Let’s talk story! The Hawaiian word for story is ka mo`olelo, which translates literally “lizard speech”. Descriptive of the style in which I tell my story, in this section I ramble, weave and wind my way casually through the storytelling.
I have practiced needlework all of my adult life: macrame, crochet, knitting, weaving, needlepoint, sewing. During the first twelve years in Hawaiʻi, I owned and managed a Hawaiian clothing company. The field of my soul was ripe for planting the seeds–my ultimate artistic expression as a Hawaiian quilter.
In 1998 after the passing of a dear Hawaiian friend, I experienced a rather profound dream. In that dream, I was instructed to find a teacher and to learn Hawaiian quilting. I had an Aunty in Hilo, who taught quilting. So I immediately called Aunty Vi. “I want to learn to do Hawaiian quilting. Will you teach me?”
Reluctantly, Aunty consented. On the next Sunday, we met for lunch and then chatted all afternoon, sitting outdoors at a table at Nani Loa Hotel beside Hilo Bay. I brought my mokihana pillow kit, which I had tried unsuccessfully to self-teach for some four years. Aunty sat with me beside the ocean and shared. In that afternoon, I heard most of the simple phrases of instruction, which now resonate in my mind and perpetuate my workmanship.
“Every stitch is directed at your heart.”
“Sew your aloha into each and every stitch.”
“Quilt with loving thoughts of the person you quilt for.”
“Feel the needle scratch your finger and then turn up. Turn your needle straight up with each stitch.”
“Fine, even stitches–always do your best!”
“Be humble. The Beauty you create is a gift.”
“Every quilt is a story of Aloha.”
Aunty encouraged me that afternoon. “Don’t worry about the stitches. Just do it. The first two pieces are for practice. After that, I will judge your work.”
Three weeks later, I called Aunty to announce that I was “all pau” and ready for my next project. And a month later, I asked for permission to begin my first kapa. That commenced the creation of “He Mala Pua Loke o ka Wahine Mōʻī”.
As they say, “The rest is his story….”
Through the years since 1998, I have worked steadily to gain knowledge and to perfect my quilting skills.
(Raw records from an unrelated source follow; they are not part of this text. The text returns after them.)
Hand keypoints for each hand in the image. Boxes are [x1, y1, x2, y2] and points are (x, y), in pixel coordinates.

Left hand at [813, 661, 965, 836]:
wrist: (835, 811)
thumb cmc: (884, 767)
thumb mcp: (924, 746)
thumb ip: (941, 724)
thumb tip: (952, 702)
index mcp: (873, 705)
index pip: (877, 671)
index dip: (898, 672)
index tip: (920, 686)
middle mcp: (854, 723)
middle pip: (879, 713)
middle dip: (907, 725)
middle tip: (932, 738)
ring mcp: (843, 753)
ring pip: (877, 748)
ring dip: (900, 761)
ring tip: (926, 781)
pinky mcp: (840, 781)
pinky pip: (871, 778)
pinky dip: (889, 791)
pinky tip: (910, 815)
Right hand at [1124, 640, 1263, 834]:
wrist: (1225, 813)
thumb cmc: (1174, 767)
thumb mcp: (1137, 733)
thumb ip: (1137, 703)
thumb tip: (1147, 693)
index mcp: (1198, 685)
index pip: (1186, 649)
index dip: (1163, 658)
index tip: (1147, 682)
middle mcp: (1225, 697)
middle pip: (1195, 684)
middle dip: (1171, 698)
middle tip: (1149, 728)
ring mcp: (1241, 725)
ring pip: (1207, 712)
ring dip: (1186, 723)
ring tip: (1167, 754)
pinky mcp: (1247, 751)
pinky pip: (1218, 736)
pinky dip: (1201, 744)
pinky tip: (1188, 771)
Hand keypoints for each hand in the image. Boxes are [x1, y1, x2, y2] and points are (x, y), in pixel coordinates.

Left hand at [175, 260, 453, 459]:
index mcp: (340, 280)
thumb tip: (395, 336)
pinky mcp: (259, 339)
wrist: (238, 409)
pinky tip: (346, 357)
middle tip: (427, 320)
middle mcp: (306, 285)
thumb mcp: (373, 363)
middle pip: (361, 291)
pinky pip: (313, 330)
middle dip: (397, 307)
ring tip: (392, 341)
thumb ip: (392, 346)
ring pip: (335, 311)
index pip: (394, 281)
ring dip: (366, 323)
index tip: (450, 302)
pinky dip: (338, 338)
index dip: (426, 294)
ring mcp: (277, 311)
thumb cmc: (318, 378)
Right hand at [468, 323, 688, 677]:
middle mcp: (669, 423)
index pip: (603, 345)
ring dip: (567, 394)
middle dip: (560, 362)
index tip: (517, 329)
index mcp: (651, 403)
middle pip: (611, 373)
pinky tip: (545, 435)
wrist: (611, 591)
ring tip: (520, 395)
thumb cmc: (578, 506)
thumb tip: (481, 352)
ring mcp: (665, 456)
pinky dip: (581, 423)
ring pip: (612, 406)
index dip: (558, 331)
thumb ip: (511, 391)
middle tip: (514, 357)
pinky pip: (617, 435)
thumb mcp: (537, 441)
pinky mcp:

In the early years, every decision about pattern and quilting technique was made with discussion and approval from my teacher, Aunty Vi. Since Aunty “gave me my wings” in 2007, I have sought other teachers and I have voyaged into new and uncharted oceans…. My design ideas come to me through dreams–night dreams and daydreams.
Each quilt that I sew is given to me through Spirit. I really do not consider myself to be the quilt creator. The quilt is a gift from Higher Power–seeds planted within me, then nurtured to grow and to be born as this beautiful Hawaiian quilt. I put pencil to paper; then I hold needle and thread. And through my fingers, these Hawaiian kapa are born. The quilts have a mana (spiritual life force) of their own. As designer and quilter, I am privileged to be the channel through which these awesome kapa emerge and have their being.
I look at any of my quilts and wonder, “Who made this?” …ha`aha`a… I can only do my work with humble thanks to Goodness for the gift of Creation.
Over the past decade, I have held most of my kapa moe (bed quilts) in my care. Uncertain what was the destiny of each quilt, I have been their caretaker.
Now I have clarity. Each quilt has its own unique mana. Now it is time for the quilts to take wings and fly away. The quilt will “know” and “choose” who and where it belongs. Perhaps with a tear or two, I bid my kapa, “Good speed and soooo much Aloha!”